Analysis: New QOF proposals include the most complex indicator ever suggested
Dr Gavin Jamie examines the new indicators suggested for the 2014/15 QOF, and looks at which will be the most challenging for GPs
The consultation from NICE on the proposed indicators for the 2014/15 QOF, unlike the main contract ‘consultation’, is open to everyone, so firstly I would encourage GPs to read it and send their thoughts back. I will be doing so in the next couple of weeks, and will put my response online as well.
We are well away from the stage of allocating points and thresholds. Many of the indicators in last year’s consultation did not make the final menu. We cannot say if any of these will be attractive to practices - the consultation is largely about whether they are workable.
Many of the indicators are simple, like the two level blood pressure measurements that we have seen this year in diabetes. Clearly this is felt to be a success.
Some of the other indicators, such as carrying out health checks in dementia carers, could be very complicated.
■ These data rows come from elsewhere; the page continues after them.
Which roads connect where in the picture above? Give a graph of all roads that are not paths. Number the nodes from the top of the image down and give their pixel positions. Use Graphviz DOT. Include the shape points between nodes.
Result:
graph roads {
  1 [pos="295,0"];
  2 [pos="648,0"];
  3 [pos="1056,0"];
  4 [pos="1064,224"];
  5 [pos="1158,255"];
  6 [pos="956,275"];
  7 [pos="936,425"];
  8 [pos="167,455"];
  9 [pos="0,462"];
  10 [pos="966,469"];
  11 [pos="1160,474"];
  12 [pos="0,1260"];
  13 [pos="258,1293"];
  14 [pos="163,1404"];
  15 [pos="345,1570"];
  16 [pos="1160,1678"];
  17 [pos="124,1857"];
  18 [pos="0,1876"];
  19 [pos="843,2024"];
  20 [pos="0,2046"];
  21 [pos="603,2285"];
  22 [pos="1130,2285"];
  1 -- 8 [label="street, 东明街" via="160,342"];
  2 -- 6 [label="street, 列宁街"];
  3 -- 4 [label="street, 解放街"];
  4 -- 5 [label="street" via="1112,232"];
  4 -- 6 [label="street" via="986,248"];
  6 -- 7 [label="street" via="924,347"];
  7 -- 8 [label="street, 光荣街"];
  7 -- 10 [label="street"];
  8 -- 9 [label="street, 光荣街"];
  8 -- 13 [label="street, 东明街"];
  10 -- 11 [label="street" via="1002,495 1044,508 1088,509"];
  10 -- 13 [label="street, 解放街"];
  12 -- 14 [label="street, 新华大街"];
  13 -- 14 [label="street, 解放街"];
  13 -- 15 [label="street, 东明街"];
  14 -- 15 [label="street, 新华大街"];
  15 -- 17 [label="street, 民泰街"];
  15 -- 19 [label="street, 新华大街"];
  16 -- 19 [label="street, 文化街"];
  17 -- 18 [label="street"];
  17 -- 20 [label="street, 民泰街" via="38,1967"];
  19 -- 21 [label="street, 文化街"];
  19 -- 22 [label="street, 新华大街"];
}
The consultation says that every patient with dementia will have to have a named carer. It is not clear if this would apply if the patient was in a nursing home or did not have a member of the family as a carer. It has been modified since earlier drafts to allow for the fact that patient’s carers may not be registered with the same surgery as the patient. Some patients with very mild dementia may not have a carer at all.
Similarly coding patients who are carers will create some debate around the exact definition of the role. This is probably workable but complex - especially if the number of patients diagnosed with dementia explodes after screening tests.
The ‘tightly-linked’ cholesterol measure appears again after inclusion in last year’s consultation - definitely the most complicated indicator ever suggested for QOF. It is impossible to implement with the current rule setting. This may be possible under the new GPES/CQRS but it will remain very complex for practices, with some strange quirks caused by that complexity. More clarity of thought is needed here; and as stated earlier, it may not make the final cut.
Dr Gavin Jamie is a GP in Swindon, Wiltshire, and runs the QOF Database website.